WHAT TO WORK ON: With pictures omitted, restate the data word for word.
THE DATA: Begin
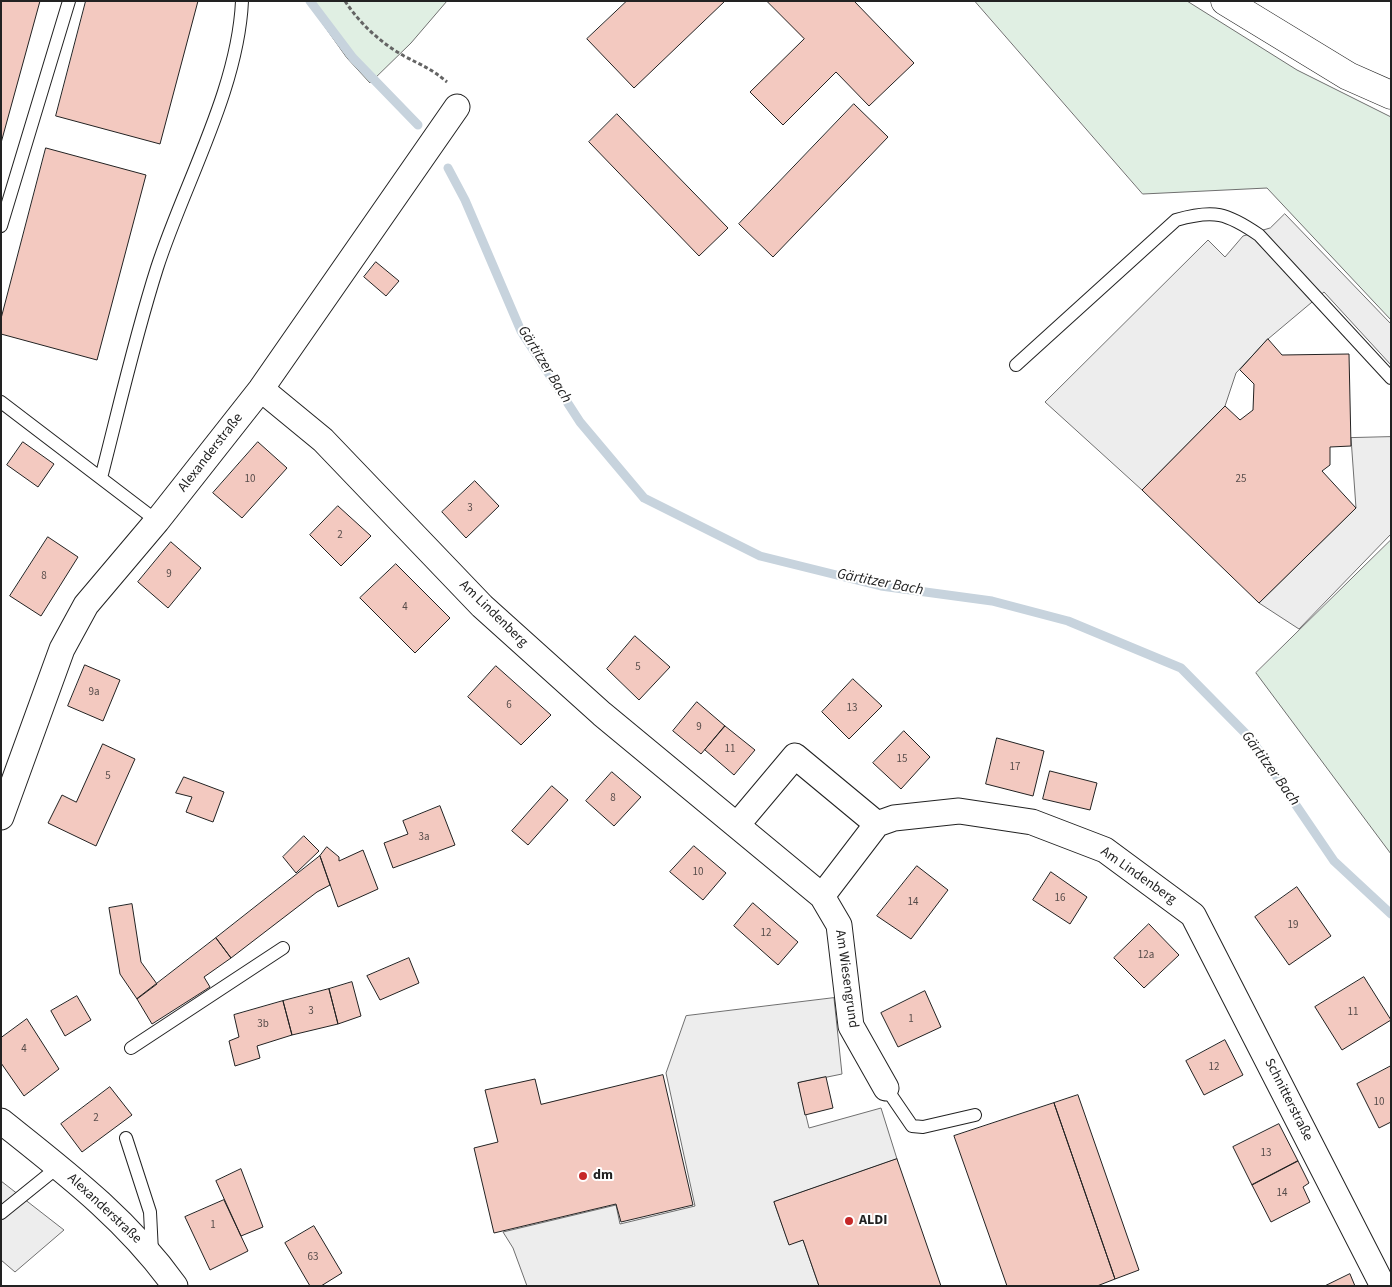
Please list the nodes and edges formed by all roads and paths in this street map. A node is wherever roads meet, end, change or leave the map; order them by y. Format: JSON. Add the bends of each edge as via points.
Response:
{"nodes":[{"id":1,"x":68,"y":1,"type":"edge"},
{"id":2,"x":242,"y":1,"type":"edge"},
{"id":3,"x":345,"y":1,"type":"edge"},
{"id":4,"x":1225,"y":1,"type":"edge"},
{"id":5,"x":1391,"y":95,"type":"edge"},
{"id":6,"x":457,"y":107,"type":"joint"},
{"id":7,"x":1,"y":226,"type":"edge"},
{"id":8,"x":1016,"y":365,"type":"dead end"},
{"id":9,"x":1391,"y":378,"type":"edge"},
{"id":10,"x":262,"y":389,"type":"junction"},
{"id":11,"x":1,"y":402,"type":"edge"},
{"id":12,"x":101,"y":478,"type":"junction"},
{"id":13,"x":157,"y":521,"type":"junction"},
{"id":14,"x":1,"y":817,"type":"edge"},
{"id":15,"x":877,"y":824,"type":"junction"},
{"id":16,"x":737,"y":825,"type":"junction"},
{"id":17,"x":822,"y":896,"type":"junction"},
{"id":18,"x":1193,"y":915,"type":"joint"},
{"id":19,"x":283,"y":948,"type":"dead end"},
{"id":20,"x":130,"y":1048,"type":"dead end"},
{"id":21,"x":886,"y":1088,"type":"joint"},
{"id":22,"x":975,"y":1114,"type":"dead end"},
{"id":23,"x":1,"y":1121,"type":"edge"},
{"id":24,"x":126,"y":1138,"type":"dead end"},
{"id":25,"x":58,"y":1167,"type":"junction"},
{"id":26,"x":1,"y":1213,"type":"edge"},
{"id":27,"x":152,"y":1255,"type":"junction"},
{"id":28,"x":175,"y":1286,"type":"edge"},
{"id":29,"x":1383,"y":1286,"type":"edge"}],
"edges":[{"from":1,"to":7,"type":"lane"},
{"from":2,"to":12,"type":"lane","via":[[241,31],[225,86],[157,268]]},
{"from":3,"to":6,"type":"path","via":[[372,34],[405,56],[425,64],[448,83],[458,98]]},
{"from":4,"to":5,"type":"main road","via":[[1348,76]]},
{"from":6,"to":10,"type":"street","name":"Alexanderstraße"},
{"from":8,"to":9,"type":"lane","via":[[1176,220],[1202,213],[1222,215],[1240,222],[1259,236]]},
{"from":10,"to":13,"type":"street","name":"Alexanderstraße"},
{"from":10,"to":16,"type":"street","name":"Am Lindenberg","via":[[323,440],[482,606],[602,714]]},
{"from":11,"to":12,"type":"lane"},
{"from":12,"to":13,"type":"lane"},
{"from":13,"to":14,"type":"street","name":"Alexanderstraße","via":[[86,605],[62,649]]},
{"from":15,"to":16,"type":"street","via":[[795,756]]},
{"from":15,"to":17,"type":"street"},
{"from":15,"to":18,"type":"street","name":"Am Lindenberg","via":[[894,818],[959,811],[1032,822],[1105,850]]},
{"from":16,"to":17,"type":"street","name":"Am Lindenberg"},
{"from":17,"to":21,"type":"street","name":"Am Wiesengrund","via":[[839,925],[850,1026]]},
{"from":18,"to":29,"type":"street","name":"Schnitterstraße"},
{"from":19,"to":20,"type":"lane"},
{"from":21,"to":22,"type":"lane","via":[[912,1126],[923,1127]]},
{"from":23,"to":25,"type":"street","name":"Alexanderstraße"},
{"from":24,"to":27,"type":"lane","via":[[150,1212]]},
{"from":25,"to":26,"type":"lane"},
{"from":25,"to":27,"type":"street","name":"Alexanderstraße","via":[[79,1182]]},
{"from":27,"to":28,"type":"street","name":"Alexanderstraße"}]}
THE DATA: End
EXERCISE RESPONSE:
Please list the nodes and edges formed by all roads and paths in this street map. A node is wherever roads meet, end, change or leave the map; order them by y. Format: JSON. Add the bends of each edge as via points.
Response:
{"nodes":[{"id":1,"x":68,"y":1,"type":"edge"},
{"id":2,"x":242,"y":1,"type":"edge"},
{"id":3,"x":345,"y":1,"type":"edge"},
{"id":4,"x":1225,"y":1,"type":"edge"},
{"id":5,"x":1391,"y":95,"type":"edge"},
{"id":6,"x":457,"y":107,"type":"joint"},
{"id":7,"x":1,"y":226,"type":"edge"},
{"id":8,"x":1016,"y":365,"type":"dead end"},
{"id":9,"x":1391,"y":378,"type":"edge"},
{"id":10,"x":262,"y":389,"type":"junction"},
{"id":11,"x":1,"y":402,"type":"edge"},
{"id":12,"x":101,"y":478,"type":"junction"},
{"id":13,"x":157,"y":521,"type":"junction"},
{"id":14,"x":1,"y":817,"type":"edge"},
{"id":15,"x":877,"y":824,"type":"junction"},
{"id":16,"x":737,"y":825,"type":"junction"},
{"id":17,"x":822,"y":896,"type":"junction"},
{"id":18,"x":1193,"y":915,"type":"joint"},
{"id":19,"x":283,"y":948,"type":"dead end"},
{"id":20,"x":130,"y":1048,"type":"dead end"},
{"id":21,"x":886,"y":1088,"type":"joint"},
{"id":22,"x":975,"y":1114,"type":"dead end"},
{"id":23,"x":1,"y":1121,"type":"edge"},
{"id":24,"x":126,"y":1138,"type":"dead end"},
{"id":25,"x":58,"y":1167,"type":"junction"},
{"id":26,"x":1,"y":1213,"type":"edge"},
{"id":27,"x":152,"y":1255,"type":"junction"},
{"id":28,"x":175,"y":1286,"type":"edge"},
{"id":29,"x":1383,"y":1286,"type":"edge"}],
"edges":[{"from":1,"to":7,"type":"lane"},
{"from":2,"to":12,"type":"lane","via":[[241,31],[225,86],[157,268]]},
{"from":3,"to":6,"type":"path","via":[[372,34],[405,56],[425,64],[448,83],[458,98]]},
{"from":4,"to":5,"type":"main road","via":[[1348,76]]},
{"from":6,"to":10,"type":"street","name":"Alexanderstraße"},
{"from":8,"to":9,"type":"lane","via":[[1176,220],[1202,213],[1222,215],[1240,222],[1259,236]]},
{"from":10,"to":13,"type":"street","name":"Alexanderstraße"},
{"from":10,"to":16,"type":"street","name":"Am Lindenberg","via":[[323,440],[482,606],[602,714]]},
{"from":11,"to":12,"type":"lane"},
{"from":12,"to":13,"type":"lane"},
{"from":13,"to":14,"type":"street","name":"Alexanderstraße","via":[[86,605],[62,649]]},
{"from":15,"to":16,"type":"street","via":[[795,756]]},
{"from":15,"to":17,"type":"street"},
{"from":15,"to":18,"type":"street","name":"Am Lindenberg","via":[[894,818],[959,811],[1032,822],[1105,850]]},
{"from":16,"to":17,"type":"street","name":"Am Lindenberg"},
{"from":17,"to":21,"type":"street","name":"Am Wiesengrund","via":[[839,925],[850,1026]]},
{"from":18,"to":29,"type":"street","name":"Schnitterstraße"},
{"from":19,"to":20,"type":"lane"},
{"from":21,"to":22,"type":"lane","via":[[912,1126],[923,1127]]},
{"from":23,"to":25,"type":"street","name":"Alexanderstraße"},
{"from":24,"to":27,"type":"lane","via":[[150,1212]]},
{"from":25,"to":26,"type":"lane"},
{"from":25,"to":27,"type":"street","name":"Alexanderstraße","via":[[79,1182]]},
{"from":27,"to":28,"type":"street","name":"Alexanderstraße"}]}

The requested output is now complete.